Hey Charley, The three stones {cabchons} and the Knight are all mens ring sets and your right about the cameo. I wish I could see the cameo set up close, could be very old.

 Is the lead soldier confederate?

 Great bottles, you got my wife a sweekin with them. She loves minitures.


----------



## whiskeyman (Feb 4, 2006)

WARREN...will take closer pics  of the cabochons later and post...
 Dunno if lead soldier is a Reb or a Yank...too small and not much detail...Does have traces of blue paint, and is shouldering a rifle, ...but hat looks more like a derby...LOL.


----------



## capsoda (Feb 4, 2006)

The hat is why I thought it might be a Johnny Reb. Sure is a small one.


----------



## whiskeyman (Feb 5, 2006)

WARREN...here's a bigger pic of the lead soldier...


----------



## whiskeyman (Feb 5, 2006)

and the cabochons...


----------



## whiskeyman (Feb 5, 2006)

I also dug this dice shaped bottle...I say bottle cause it seems to have had a small neck/mouth...now broken-off.


----------



## whiskeyman (Feb 5, 2006)

Here's another odd ball I'd like some input on: found it years ago in the attic of an old log house...common bottle, but : ...


----------



## whiskeyman (Feb 5, 2006)

close up of the top attachements:
 hand carved wooden stopper and a  " cut-down" cartridge shell for what purpose?


----------



## whiskeyman (Feb 5, 2006)

Padlocks anyone? Dug these a couple years ago...


----------



## whiskeyman (Feb 5, 2006)

Drat...got booted off the site again...and had my post all typed...grrrrrrrr.

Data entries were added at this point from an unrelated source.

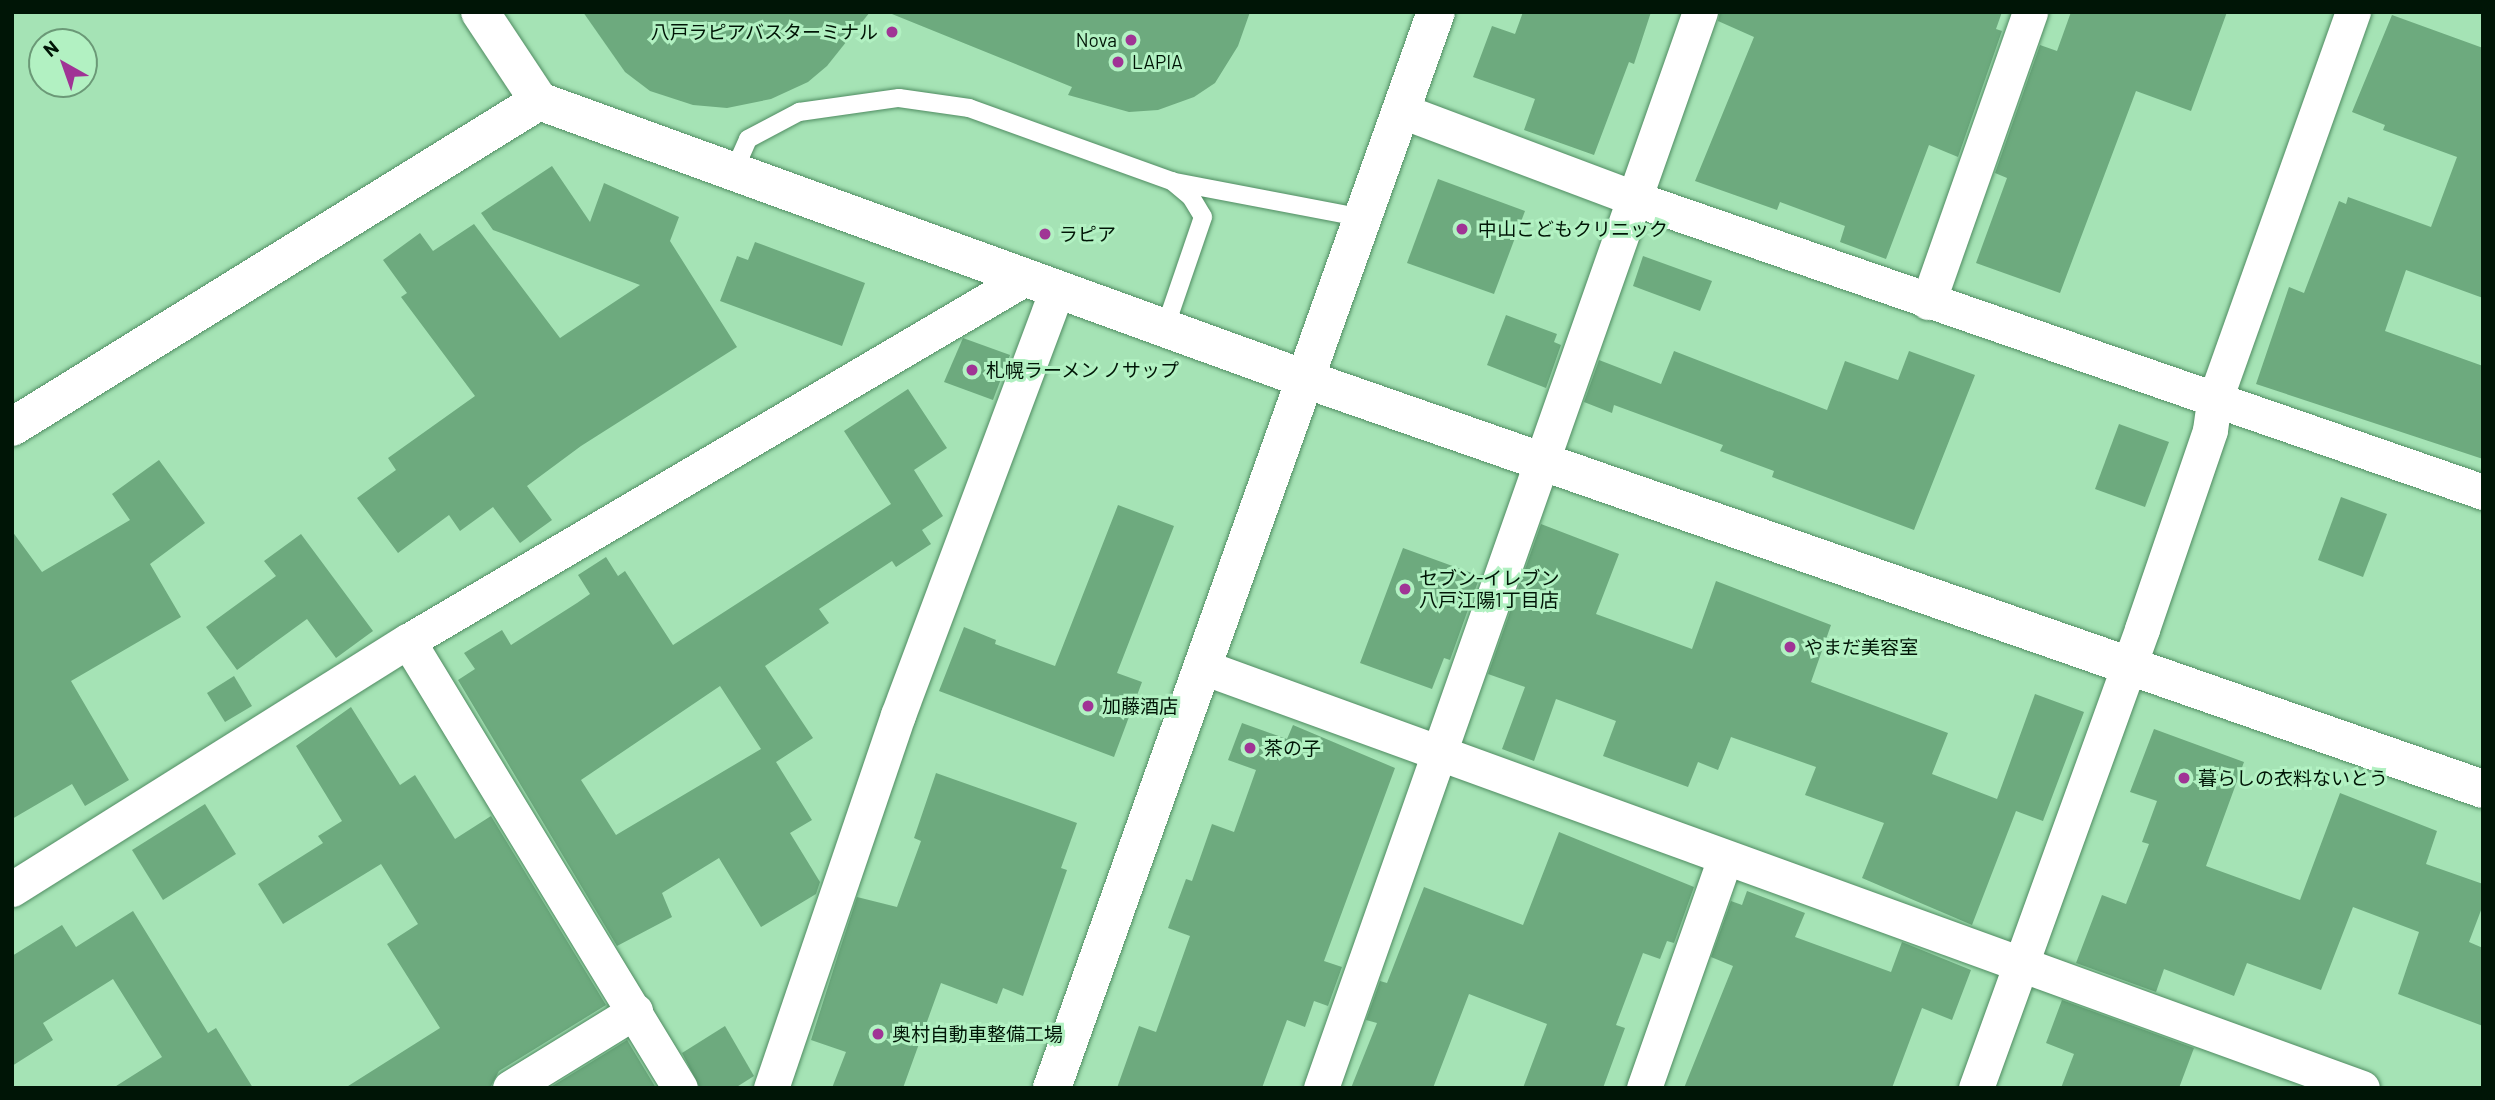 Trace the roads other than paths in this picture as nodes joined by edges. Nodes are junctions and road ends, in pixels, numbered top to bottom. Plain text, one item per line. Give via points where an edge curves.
1 (480, 12) edge
2 (1436, 12) edge
3 (1700, 12) edge
4 (2031, 12) edge
5 (2353, 12) edge
6 (538, 100) junction
7 (1402, 111) junction
8 (733, 173) junction
9 (1172, 181) junction
10 (1636, 199) junction
11 (1363, 218) junction
12 (1042, 283) junction
13 (1927, 302) junction
14 (1165, 328) junction
15 (1305, 379) junction
16 (2214, 402) junction
17 (12, 427) edge
18 (1544, 461) junction
19 (2483, 492) edge
20 (408, 641) junction
21 (2129, 665) junction
22 (1203, 667) junction
23 (1438, 755) junction
24 (2483, 789) edge
25 (1725, 858) junction
26 (12, 889) edge
27 (2020, 964) junction
28 (635, 1011) junction
29 (2351, 1086) edge
30 (510, 1088) edge
31 (680, 1088) edge
32 (771, 1088) edge
33 (1052, 1088) edge
34 (1321, 1088) edge
35 (1644, 1088) edge
36 (1976, 1088) edge

1 - 6 street
2 - 7 street
3 - 10 street
4 - 13 street
5 - 16 street
6 - 8 street
6 - 17 street
7 - 10 street
7 - 11 street
8 - 9 lane via 748,139 789,117 899,98 969,108
8 - 12 street
9 - 11 lane
9 - 14 lane via 1191,197 1203,217
10 - 13 street
10 - 18 street
11 - 15 street
12 - 14 street
12 - 20 street
12 - 32 street
13 - 16 street
14 - 15 street
15 - 18 street
15 - 22 street
16 - 19 street
16 - 21 street via 2210,430
18 - 21 street
18 - 23 street
20 - 26 street
20 - 28 street
21 - 24 street
21 - 27 street
22 - 23 street
22 - 33 street
23 - 25 street
23 - 34 street
25 - 27 street
25 - 35 street
27 - 29 street
27 - 36 street
28 - 30 street
28 - 31 street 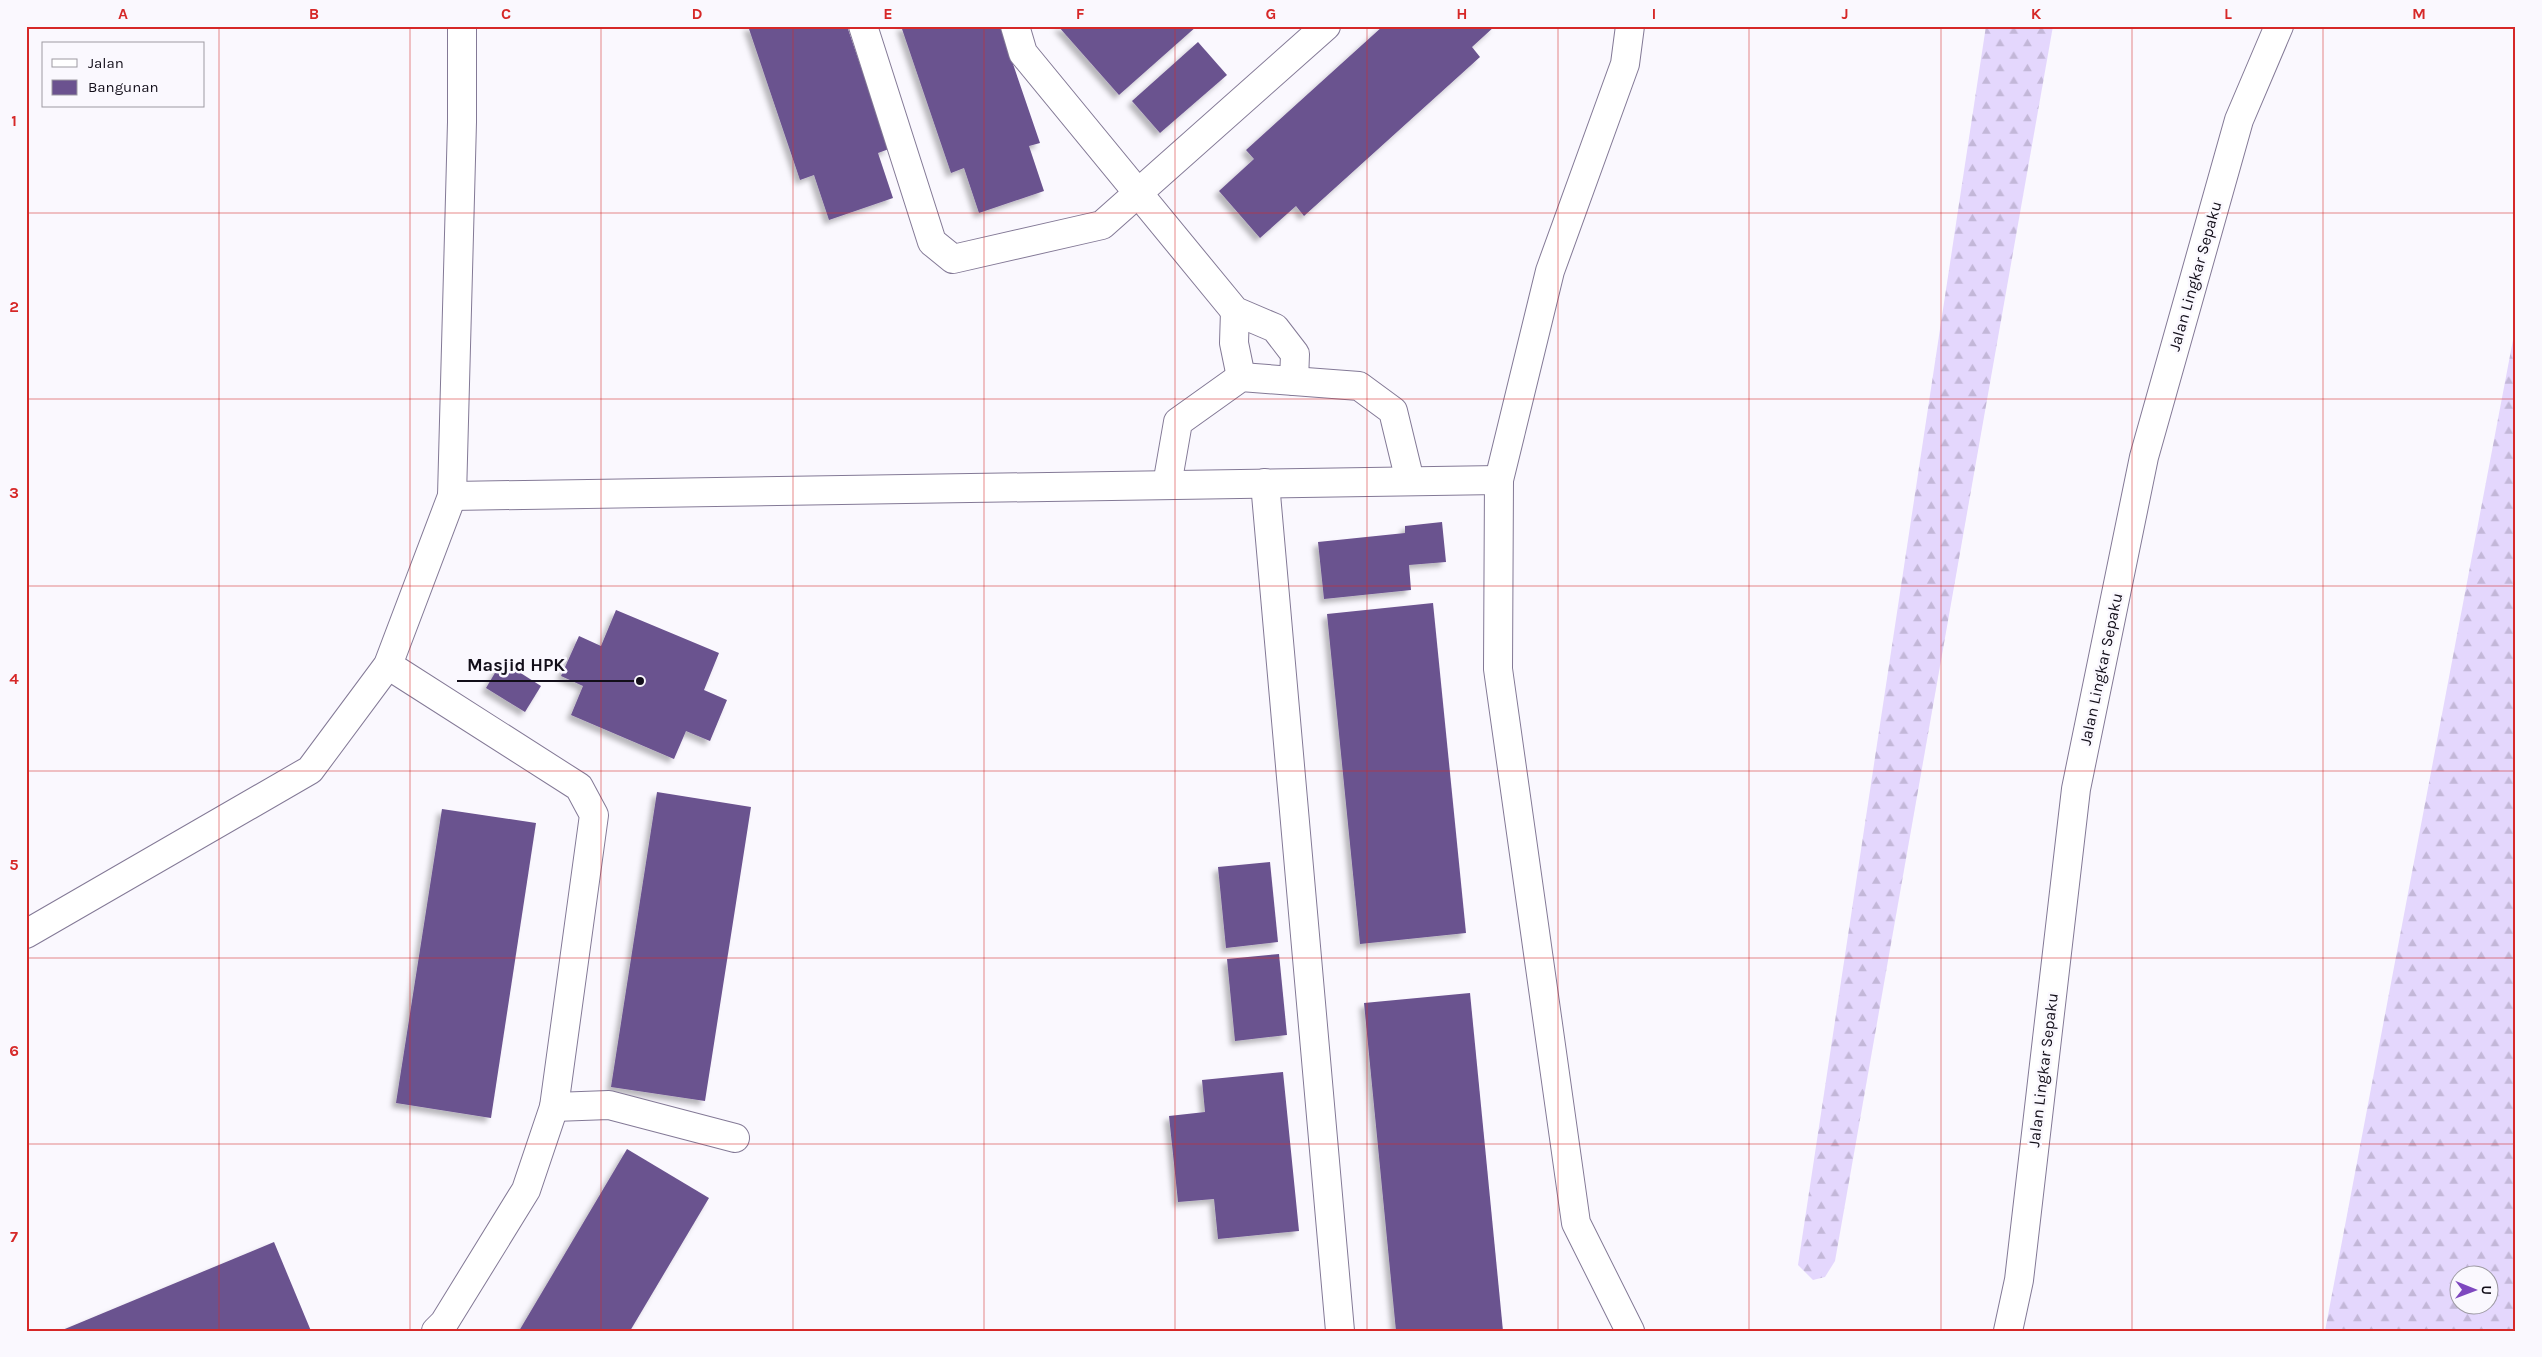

 Here's a couple of Eagle buttons I dug.  One has initials: N.H.D.V.S. = 
 National Home for Disabled Volunteer Soldiers.
 Currently known as Mountain Home VA Hospital in Johnson City TN...
 Was named the former when 1st built  and for two or three years before name change...1901-03.
 I dug 3 of these and gave two away...[]
 Interesting note: I bought a clear BIM drug store type bottle on eBay not too long ago with the same initials. Not sure, but most likely is from the same place...


----------



## bearswede (Feb 5, 2006)

> cut-down" cartridge shell for what purpose?


 
 Ingenius powder flask...


 Ron


----------



## capsoda (Feb 5, 2006)

Hey Charlie, I thought I'd seen the tiny soldier before. A guy I know who does termite inspections for his dads company found an original box of ten Johnny Rebs and an original box of hand painted marbles in near mint condition, get this, under a house on a sill beam.  He's moved up to North Carolina but every time he comes home I try to buy them.

 The dice bottle is a perfume worth around $50.{pic}

 The cartridge was probable used as a dose cup. That would be about the size for opium and such.


----------



## cc6pack (Feb 5, 2006)

Whis, 

 I see you never fired any black powder. Nice home made powder flask kinda, the cut down shell is a powder measure, probably for a pistol judging from the size. Is there any thing marked on the shell (head stamp)?


----------



## walkingstick (Feb 7, 2006)

I gave my fiance one of those 1 7/8" *Hood's Pills Cure Liver Ills * bottles and she has not bothered me about collecting bottles since.


----------



## whiskeyman (Apr 14, 2007)

These are some more unusual bottles. Both are listed on eBay. While the cobalt *P* (with a reverse) *P*, is probably known to most of you, this is the 1st I have seen with a label.

 As for the 3rd pic: I bid on and got beat down bad on one of these a few years ago. This is the 2nd one I've seen.


----------



## whiskeyman (Apr 14, 2007)

PP w/label.....


----------



## whiskeyman (Apr 14, 2007)

PEPSIKOLA......


----------



## whiskeyman (Apr 14, 2007)

WARREN & RON & CC6...sorry, but I overlooked  your posts some time ago....[&:]

 Thank you all for your  information.


----------



## AiXeLsyD13 (Apr 14, 2007)

> This is a Fat Baby I dug...BIM


 
Wow, that's *weird*.


----------



## FIGGINS DIGGINS (Apr 19, 2007)

Great eye on the small digs.  Wonder how many items such as these just fly into the backdirt.  I do a little sifting now but only on half-inch screen.  Dynamite in small packages!!!


----------